Community is about place, spirit, belonging and connection. It is about joy, fear, love and hope. Community is also about friendship, caring and being cared for.

Community parkThese are the things that motivate us every day, and inspire us to laugh, smile and cry.

Great food, movies, music and stories bring us together. Our children, faith and friends help us define our sense of belonging and community.

Within these pages, we want to explore the very things that inspire life itself, and discover the very spirit that makes community so great!

Building Hope and Building Futures

For the past two years I committed myself to travels among Indigenous People throughout Canada. These travels took me from coast to coast to coast and saw me speaking about Aboriginal Unification to audiences throughout the various Tribes and regions of Canada. During those travels, it became painfully apparent that serious problems existed among my people. Health, poverty and lack of hope for a future are common observations throughout those living in remote regions. I have witnessed bleak living conditions of Canada's 3.5 million Aboriginal People: much worse than any third world country.

Late in the summer of 2010, I began to recognize a distinct pattern in what I was observing. Reflecting back upon my travels, it hit home. Never once in two years of visits to remote locations, did I see a functioning school with good quality resources. Instead, I had witnessed repeatedly, dedicated individuals trying to do the best they could with the scant resources provided by governments. Unlike mainstream kids, these young people were being shown their significance in Canada. Little wonder that many end up in poverty or on the streets in urban centers, quickly assimilated into lives of drugs, crime and prostitution. In a word, this neglect of educational resources creates hopelessness and amounts to little more than self-inflicted genocide.

Upon returning to southern Ontario following last year's speaking tour, I began telling audiences about what I had experienced. As I spoke with educators, I frequently pointed out that I could not understand why it was that Canadians (by way of government expenditure or charitable tax deductible contributions) were funding schools in places such as Africa and Haiti while this terrible neglect took place among OUR own people.

When I described the lack of schools, teachers and textbooks to audiences of professional educators in the south, I began being given quantities of elementary level textbooks to be delivered during my next trips to the north. My little collection of books quickly filled my garage and then the garages of eight of my neighbours' homes. I realized a couple things. First, that ordinary people are basically decent and willing to try to help. Second, I realized that I had created a serious logistical problem for myself. The remote settlements in northwest Ontario are all fly-in only communities.

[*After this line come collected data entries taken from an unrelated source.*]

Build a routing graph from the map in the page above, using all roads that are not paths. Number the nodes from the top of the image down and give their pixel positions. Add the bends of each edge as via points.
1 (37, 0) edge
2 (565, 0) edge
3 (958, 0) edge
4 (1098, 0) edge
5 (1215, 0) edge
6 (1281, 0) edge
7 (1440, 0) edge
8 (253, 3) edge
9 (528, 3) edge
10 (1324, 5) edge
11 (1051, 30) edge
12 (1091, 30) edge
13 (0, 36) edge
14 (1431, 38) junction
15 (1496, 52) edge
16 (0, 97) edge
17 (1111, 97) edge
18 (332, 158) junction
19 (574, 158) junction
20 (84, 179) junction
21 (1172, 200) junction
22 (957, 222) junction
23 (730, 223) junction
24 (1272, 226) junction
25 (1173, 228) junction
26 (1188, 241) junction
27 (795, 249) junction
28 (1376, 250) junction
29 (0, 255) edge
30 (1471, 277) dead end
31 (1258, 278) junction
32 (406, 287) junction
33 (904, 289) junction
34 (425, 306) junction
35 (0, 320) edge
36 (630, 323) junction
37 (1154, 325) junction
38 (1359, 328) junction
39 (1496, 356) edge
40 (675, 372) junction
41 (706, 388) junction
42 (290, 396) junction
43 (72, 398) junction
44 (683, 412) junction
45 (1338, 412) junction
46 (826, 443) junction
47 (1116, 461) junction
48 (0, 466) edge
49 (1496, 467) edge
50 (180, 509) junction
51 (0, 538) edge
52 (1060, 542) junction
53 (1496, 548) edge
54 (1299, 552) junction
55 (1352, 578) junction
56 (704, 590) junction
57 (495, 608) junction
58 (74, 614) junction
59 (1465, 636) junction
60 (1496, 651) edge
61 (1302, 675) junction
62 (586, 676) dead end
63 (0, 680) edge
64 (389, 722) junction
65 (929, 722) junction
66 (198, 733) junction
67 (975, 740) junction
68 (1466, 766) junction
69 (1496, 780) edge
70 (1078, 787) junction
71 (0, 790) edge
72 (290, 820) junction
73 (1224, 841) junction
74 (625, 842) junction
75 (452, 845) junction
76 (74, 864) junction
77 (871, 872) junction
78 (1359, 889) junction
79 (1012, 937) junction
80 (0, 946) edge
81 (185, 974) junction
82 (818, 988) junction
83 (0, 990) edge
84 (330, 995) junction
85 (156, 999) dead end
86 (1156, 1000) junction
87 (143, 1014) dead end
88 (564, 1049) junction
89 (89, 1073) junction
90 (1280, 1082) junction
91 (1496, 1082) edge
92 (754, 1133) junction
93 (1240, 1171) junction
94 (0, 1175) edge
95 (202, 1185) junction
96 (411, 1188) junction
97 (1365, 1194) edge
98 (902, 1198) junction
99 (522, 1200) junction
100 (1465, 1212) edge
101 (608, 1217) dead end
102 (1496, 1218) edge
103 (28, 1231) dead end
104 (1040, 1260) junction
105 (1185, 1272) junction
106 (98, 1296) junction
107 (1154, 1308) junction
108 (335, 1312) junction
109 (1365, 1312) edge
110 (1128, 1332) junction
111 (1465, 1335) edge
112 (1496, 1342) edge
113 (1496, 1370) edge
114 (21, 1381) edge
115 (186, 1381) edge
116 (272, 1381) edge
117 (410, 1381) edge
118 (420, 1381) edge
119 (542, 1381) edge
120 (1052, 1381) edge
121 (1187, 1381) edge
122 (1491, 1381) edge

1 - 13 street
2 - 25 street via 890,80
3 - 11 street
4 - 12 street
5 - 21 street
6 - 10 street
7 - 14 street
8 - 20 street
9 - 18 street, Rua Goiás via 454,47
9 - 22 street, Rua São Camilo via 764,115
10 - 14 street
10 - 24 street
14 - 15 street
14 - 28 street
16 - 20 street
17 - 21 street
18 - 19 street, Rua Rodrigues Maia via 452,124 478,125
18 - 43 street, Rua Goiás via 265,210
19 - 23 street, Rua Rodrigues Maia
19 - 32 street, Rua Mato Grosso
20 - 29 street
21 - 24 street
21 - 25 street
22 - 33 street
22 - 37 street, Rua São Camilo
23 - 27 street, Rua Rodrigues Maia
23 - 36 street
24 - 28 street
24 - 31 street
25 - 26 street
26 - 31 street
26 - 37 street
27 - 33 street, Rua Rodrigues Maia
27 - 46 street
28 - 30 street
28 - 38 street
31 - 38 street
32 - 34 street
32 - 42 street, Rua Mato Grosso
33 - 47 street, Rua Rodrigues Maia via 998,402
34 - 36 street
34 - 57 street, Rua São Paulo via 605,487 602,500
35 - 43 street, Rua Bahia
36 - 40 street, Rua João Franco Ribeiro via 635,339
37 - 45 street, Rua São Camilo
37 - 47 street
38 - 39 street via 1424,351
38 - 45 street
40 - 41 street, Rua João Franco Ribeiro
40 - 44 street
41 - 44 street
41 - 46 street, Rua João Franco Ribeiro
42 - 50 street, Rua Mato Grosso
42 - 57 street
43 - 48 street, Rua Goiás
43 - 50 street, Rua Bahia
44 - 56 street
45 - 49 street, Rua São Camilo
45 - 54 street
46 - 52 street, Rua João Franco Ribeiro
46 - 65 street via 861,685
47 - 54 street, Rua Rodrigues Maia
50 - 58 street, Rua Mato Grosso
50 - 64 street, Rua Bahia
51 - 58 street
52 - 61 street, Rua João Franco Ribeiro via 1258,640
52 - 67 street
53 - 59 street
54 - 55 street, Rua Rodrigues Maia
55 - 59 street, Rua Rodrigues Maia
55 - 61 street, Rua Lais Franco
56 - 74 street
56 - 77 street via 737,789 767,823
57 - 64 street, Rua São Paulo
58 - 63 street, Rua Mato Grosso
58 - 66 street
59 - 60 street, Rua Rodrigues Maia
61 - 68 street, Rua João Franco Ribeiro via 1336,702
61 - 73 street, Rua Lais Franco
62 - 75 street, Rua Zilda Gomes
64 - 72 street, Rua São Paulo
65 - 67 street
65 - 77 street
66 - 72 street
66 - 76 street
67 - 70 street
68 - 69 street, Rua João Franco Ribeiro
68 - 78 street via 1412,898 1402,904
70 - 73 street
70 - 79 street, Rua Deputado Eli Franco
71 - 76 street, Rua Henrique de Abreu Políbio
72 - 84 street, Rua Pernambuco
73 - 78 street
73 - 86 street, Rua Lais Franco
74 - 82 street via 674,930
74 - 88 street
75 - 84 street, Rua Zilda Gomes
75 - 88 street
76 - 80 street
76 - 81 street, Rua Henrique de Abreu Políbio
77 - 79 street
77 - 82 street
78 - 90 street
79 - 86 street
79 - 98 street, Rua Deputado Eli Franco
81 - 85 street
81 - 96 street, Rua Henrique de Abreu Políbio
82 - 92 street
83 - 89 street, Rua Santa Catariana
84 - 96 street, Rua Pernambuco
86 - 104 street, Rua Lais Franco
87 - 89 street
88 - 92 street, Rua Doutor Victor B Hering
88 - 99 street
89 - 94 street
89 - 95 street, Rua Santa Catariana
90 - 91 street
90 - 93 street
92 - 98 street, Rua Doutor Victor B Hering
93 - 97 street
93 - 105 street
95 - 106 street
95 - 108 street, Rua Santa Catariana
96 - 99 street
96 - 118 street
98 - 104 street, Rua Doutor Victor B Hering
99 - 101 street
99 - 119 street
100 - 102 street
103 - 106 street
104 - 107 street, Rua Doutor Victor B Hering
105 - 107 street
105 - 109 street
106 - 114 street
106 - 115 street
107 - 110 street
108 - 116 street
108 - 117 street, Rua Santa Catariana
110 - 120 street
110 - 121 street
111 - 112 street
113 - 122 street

After numerous and repeated requests for help, these requests finally fell upon the right ears with the Canadian Rangers' Third Patrol headquartered at Canadian Forces Base Borden and ultimately at Canada's Department of National Defence in Ottawa.

Happily, we watched 40,000 brand new textbooks and a mountain of donated school supplies leave Base Borden in late June of this year. The entire shipment filled at 53-foot trailer. While those supplies and resources may light a candle of hope for the kids living in those remote sites, it would be foolhardy to suggest that my little army of over 300 teacher/volunteers had solved the problems. We had merely applied a regional Band-Aid to a much larger national crisis.

And so, our goals remain unchanged. They are:

  1. To put vital educational resources into young Indigenous hands thereby creating hope;

  2. To create awareness among those kids that they are part of a much larger Canadian family; and,

  3. To create awareness of these abuses and thereby, to melt the hearts of mainstream populations. Hopefully, in doing so, we can force governments to accept their responsibility.
We need about 4 times as many books as are already collected. We are now in possession of about 40 pallets of elementary level texts. We are seeking brand new and gently used, contemporary books. We need school supplies such as gifts of scribblers, pens and pencils. We would love to be able to supply these children with art supplies (crayons, sketch pads and so on). One donor has provided me with about twenty children's book bags (back packs). In accepting that contribution, I instantly recognized another problem: which lucky children should receive a bag?

Each of us is fortunate; so very fortunate to live in a society where such needs are no concern for our own kids. I sadly report that since January 1st, 2011, 15 young persons have committed suicide in north Ontario alone. All of us though are capable of in some small way lighting a candle of hope for these children. In supplying them with these educational materials, won't we be showing them that there is hope? Showing them that they are part of this much larger family called "Canada"?

I am asking for your help. Contact your friends and inform them. In that information process, a third benefit occurs. That benefit is awareness. I have had good success begging surplus books from schools and school boards. I am certain that some of you may be in such positions or have such contacts. Others may have access to publishing houses, school supply manufacturers etc.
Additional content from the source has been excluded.